こんにちは。イタリア料理シェフのhiroです。
僕は、彼女に僕の気質を度々注意されます。昭和時代にスポーツで進学し、職人の世界に身を投じて偏った考えがあるのは無知でしかないと痛感させられます。
僕のスタートは三ツ星レストランからのスタートでした。なにかあれば小突かれる、怒鳴られるが当たり前で、誰もがパワハラなど感じていなかったと思います。このストイックさが一流だとも感じていた時代です。
僕の見習いの頃は同じ年の3年先輩がいました。彼らは中学を卒業してすぐに見習いに入り、僕達が高校を卒業して見習いに入ったからです。
彼らにとっては、僕達は面白くない存在だったと思います。よく陰湿ないじめもありました。しかし、この陰湿ないじめに我慢できるのもせいぜい6ヶ月がいいところです。
いつまでも我慢できるわけがありません。ある日、6畳程の広さの冷蔵庫で一緒になり、僕が物を探していると、意味もなく、後から小突いてきたのです。

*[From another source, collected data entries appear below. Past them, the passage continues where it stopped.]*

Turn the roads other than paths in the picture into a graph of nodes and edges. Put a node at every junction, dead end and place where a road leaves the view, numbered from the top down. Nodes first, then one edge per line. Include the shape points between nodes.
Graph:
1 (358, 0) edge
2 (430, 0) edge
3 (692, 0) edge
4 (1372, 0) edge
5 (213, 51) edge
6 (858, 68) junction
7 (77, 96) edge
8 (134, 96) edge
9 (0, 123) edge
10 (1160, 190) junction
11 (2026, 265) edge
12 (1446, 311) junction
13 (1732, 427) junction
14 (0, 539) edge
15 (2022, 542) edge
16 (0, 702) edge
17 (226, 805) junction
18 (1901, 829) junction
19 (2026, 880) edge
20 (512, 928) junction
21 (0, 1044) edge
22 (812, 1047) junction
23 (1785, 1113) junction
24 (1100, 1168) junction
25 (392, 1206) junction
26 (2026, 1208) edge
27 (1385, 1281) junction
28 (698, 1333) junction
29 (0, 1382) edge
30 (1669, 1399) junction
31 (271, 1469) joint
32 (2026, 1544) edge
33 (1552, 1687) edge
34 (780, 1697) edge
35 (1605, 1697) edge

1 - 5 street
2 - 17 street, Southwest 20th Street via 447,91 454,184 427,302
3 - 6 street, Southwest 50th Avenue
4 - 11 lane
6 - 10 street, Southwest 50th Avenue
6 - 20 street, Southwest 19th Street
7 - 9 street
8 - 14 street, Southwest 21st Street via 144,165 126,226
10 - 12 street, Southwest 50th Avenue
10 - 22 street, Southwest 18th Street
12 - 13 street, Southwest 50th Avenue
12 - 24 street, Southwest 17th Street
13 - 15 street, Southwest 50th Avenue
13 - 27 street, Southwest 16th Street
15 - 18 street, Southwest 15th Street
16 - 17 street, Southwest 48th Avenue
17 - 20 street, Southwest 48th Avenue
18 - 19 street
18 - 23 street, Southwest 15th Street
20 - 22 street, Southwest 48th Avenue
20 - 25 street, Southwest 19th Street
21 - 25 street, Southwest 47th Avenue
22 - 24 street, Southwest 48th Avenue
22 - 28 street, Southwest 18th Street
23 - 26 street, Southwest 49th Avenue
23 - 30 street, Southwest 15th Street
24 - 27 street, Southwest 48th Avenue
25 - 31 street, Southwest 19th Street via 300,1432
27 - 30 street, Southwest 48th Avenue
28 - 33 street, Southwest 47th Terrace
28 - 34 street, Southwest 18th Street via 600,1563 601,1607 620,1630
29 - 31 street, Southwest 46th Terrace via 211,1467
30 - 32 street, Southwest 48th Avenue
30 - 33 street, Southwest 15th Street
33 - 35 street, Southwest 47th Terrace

誰もいない冷蔵庫の中、黙っているわけがありません。僕は冷蔵庫に在庫してあるコーラの小瓶を持って殴ってやりました。すると、頭から血を流して逃げ出したのです。コーラの瓶は割れません。多分めちゃくちゃ痛かったと思います。
今なら完全に解雇になると思いますが、当時の総料理長が元気で活きががいい、次にまたやればクビにする、と言われて問題にならないようにしてくれました。完全に今の時代にはそぐわないやり方です。しかし、この日から同じ年の先輩は、僕に一切触れることなく、仕事はやりやすくなりました。
これらの事が当たり前に行われ、名店ならではの事だと信じてやまなかったです。妥協のないストイックさが一流だとも感じていました。悪気もなく、当たり前に行われていました。

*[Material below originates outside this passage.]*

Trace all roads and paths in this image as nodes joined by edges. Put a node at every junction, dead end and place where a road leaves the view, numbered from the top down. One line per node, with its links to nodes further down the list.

この考え方が彼女には全く受け入れられません。もちろん彼女の考え方が今の時代に沿っている普通の考え方なのです。しかし僕はたまにそういう気質がちょろっと出てしまうことがあります。これを注意してくれるのも彼女が初めてです。僕は改めて気付かされます。絶対に直していかないといけない部分なのです。
昨今は、仕事場ではトラブルが嫌なので、できるだけ余計な会話もしないようにしていました。もちろん部下との飲み会にもお金だけ渡して参加する事はあまりありませんでした。

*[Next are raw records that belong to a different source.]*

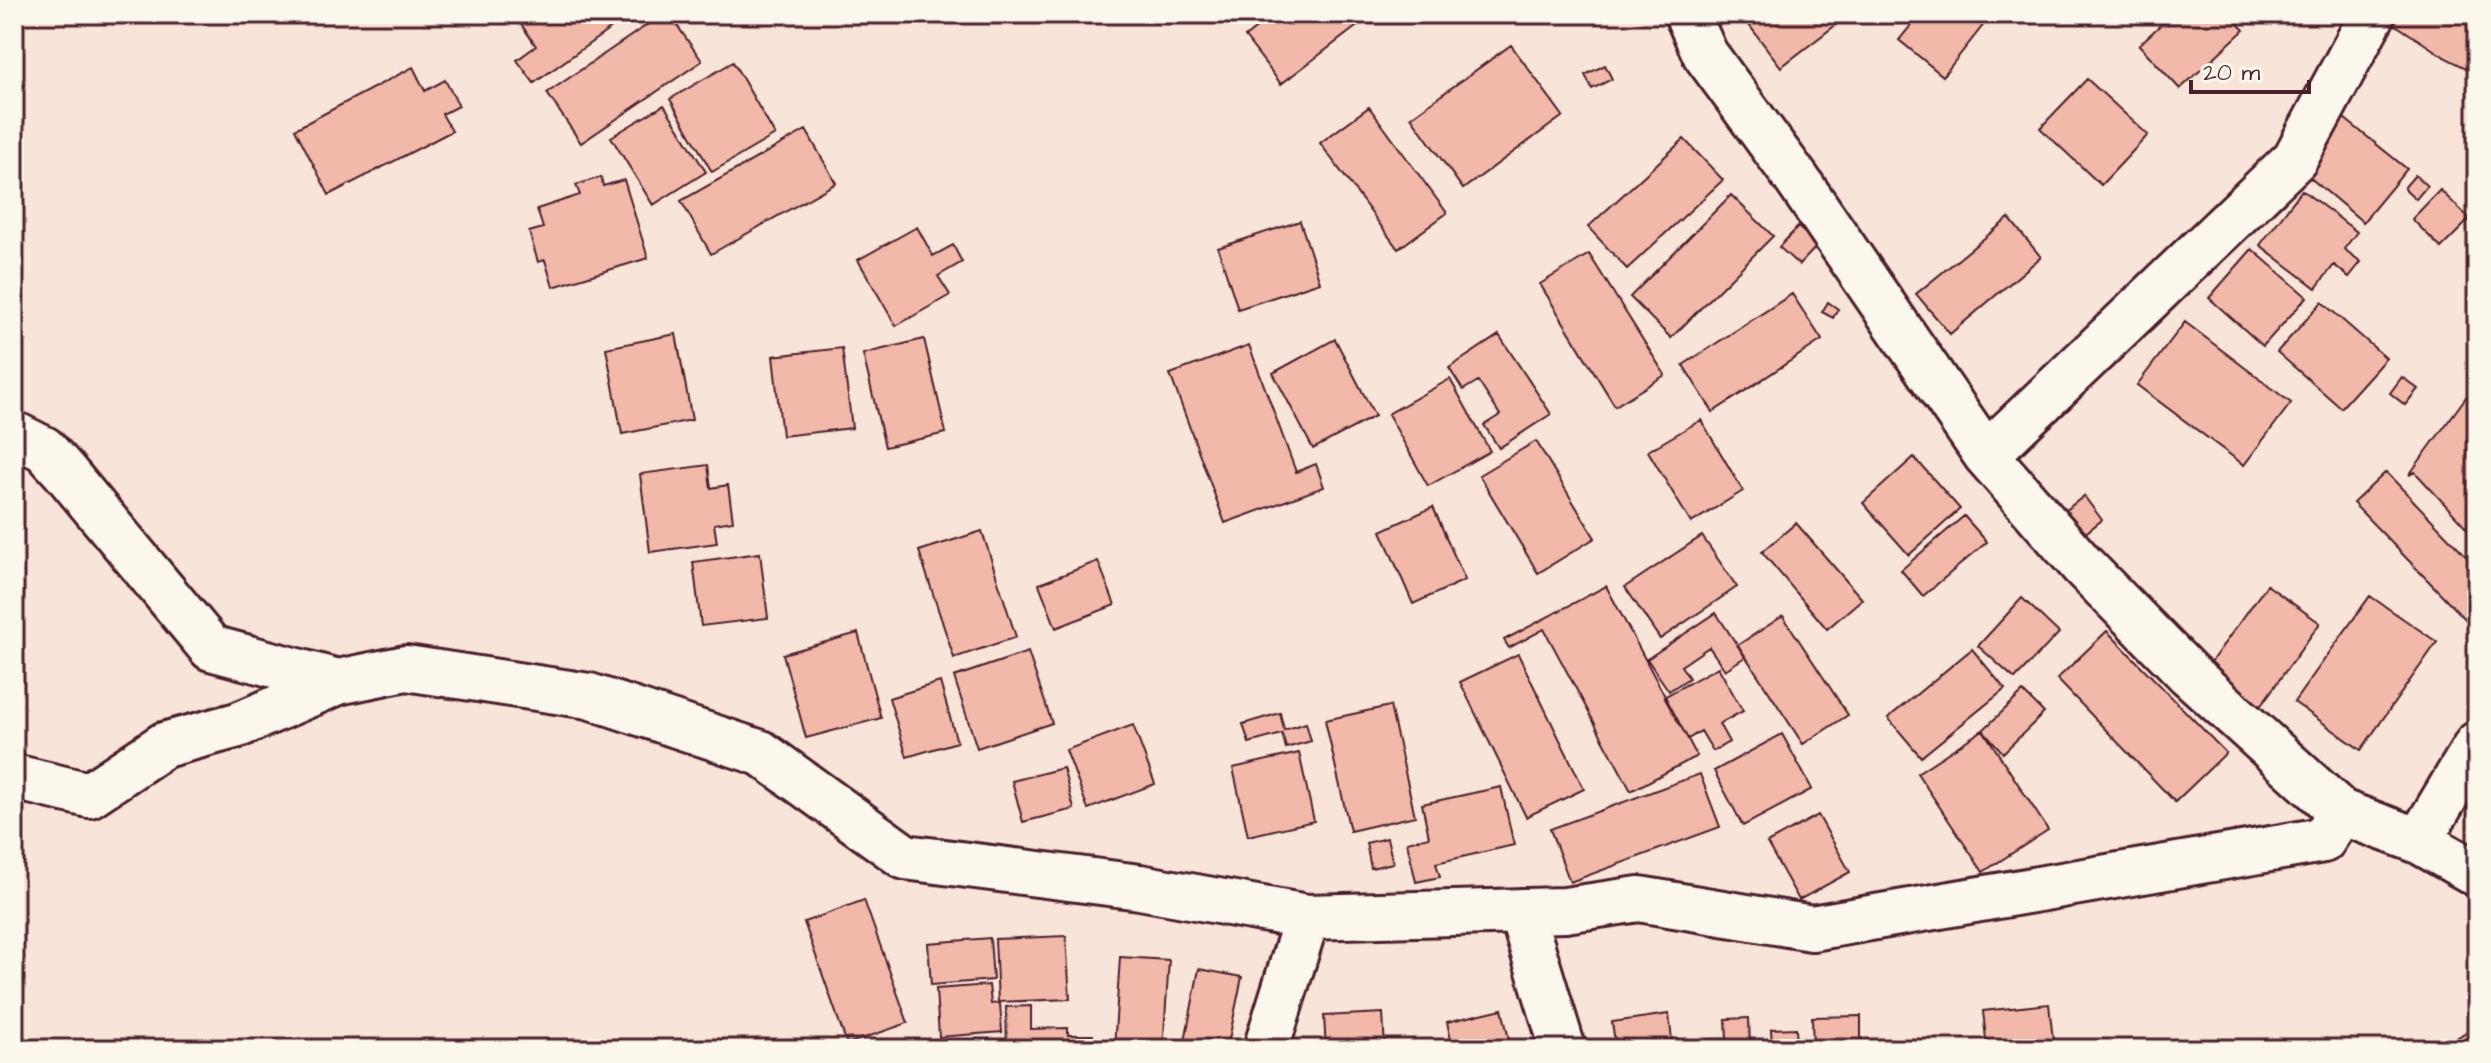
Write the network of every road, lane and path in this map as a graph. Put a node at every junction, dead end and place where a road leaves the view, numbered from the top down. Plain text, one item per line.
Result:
1 (1687, 14) edge
2 (2373, 14) edge
3 (14, 434) edge
4 (1986, 455) junction
5 (338, 682) junction
6 (2477, 744) edge
7 (14, 777) edge
8 (2341, 812) junction
9 (2419, 841) junction
10 (2477, 874) edge
11 (1521, 911) junction
12 (1307, 917) junction
13 (1266, 1049) edge
14 (1563, 1049) edge

1 - 4 street
2 - 4 street
3 - 5 street
4 - 8 street
5 - 7 street
5 - 12 street
6 - 9 street
8 - 9 street
8 - 11 street
9 - 10 street
11 - 12 street
11 - 14 street
12 - 13 street

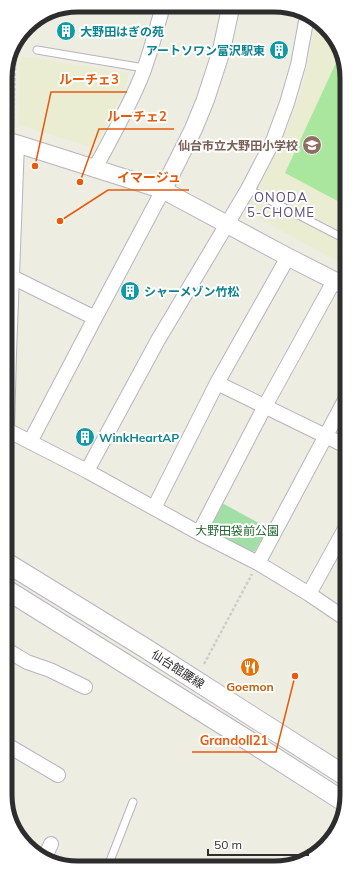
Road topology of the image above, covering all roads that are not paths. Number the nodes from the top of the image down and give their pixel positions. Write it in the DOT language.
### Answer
graph roads {
  1 [pos="161,12"];
  2 [pos="230,12"];
  3 [pos="306,21"];
  4 [pos="37,50"];
  5 [pos="144,68"];
  6 [pos="12,136"];
  7 [pos="95,168"];
  8 [pos="248,189"];
  9 [pos="163,190"];
  10 [pos="226,224"];
  11 [pos="340,236"];
  12 [pos="288,257"];
  13 [pos="12,277"];
  14 [pos="340,283"];
  15 [pos="95,318"];
  16 [pos="218,383"];
  17 [pos="265,406"];
  18 [pos="340,409"];
  19 [pos="12,433"];
  20 [pos="326,436"];
  21 [pos="30,442"];
  22 [pos="340,443"];
  23 [pos="87,471"];
  24 [pos="154,508"];
  25 [pos="199,533"];
  26 [pos="340,538"];
  27 [pos="258,563"];
  28 [pos="12,566"];
  29 [pos="12,593"];
  30 [pos="309,594"];
  31 [pos="340,615"];
  32 [pos="12,653"];
  33 [pos="85,687"];
  34 [pos="12,747"];
  35 [pos="58,775"];
  36 [pos="337,778"];
  37 [pos="133,802"];
  38 [pos="51,844"];
  39 [pos="47,853"];
  40 [pos="110,861"];
  1 -- 5 [label="street"];
  2 -- 9 [label="street"];
  3 -- 8 [label="street"];
  4 -- 5 [label="lane"];
  5 -- 7 [label="street"];
  6 -- 7 [label="street"];
  6 -- 13 [label="street"];
  7 -- 9 [label="street"];
  8 -- 10 [label="street"];
  8 -- 11 [label="lane"];
  9 -- 10 [label="street"];
  9 -- 15 [label="street"];
  10 -- 12 [label="street"];
  10 -- 23 [label="street"];
  12 -- 14 [label="street"];
  12 -- 16 [label="street"];
  13 -- 15 [label="street"];
  14 -- 17 [label="street"];
  15 -- 21 [label="street"];
  16 -- 17 [label="street"];
  16 -- 24 [label="street"];
  17 -- 20 [label="street"];
  17 -- 25 [label="street"];
  18 -- 20 [label="street"];
  19 -- 21 [label="street"];
  20 -- 22 [label="street"];
  20 -- 27 [label="street"];
  21 -- 23 [label="street"];
  23 -- 24 [label="street"];
  24 -- 25 [label="street"];
  25 -- 27 [label="street"];
  26 -- 30 [label="street"];
  27 -- 30 [label="street"];
  28 -- 36 [label="main road, 仙台館腰線"];
  29 -- 36 [label="main road, 仙台館腰線"];
  30 -- 31 [label="street"];
  32 -- 33 [label="street"];
  34 -- 35 [label="street"];
  37 -- 40 [label="lane"];
  38 -- 39 [label="street"];
}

時代に沿ったコミュニケーション能力はつけなければなりません。現代はいろんなハラスメントがあります。正直ついていけてない部分もあります。
昔のような勢いはもう僕にはありませんが、若いスタッフと関わらないと言う選択よりも、ハラスメントを知った上で関わった方が仕事はやりやすいと思います。
彼女とも、ずっと一緒にいたければ、身につけないといけない最低限のマナーです。自分のためにもこの最低限のマナーを身に付けていきたいと思います。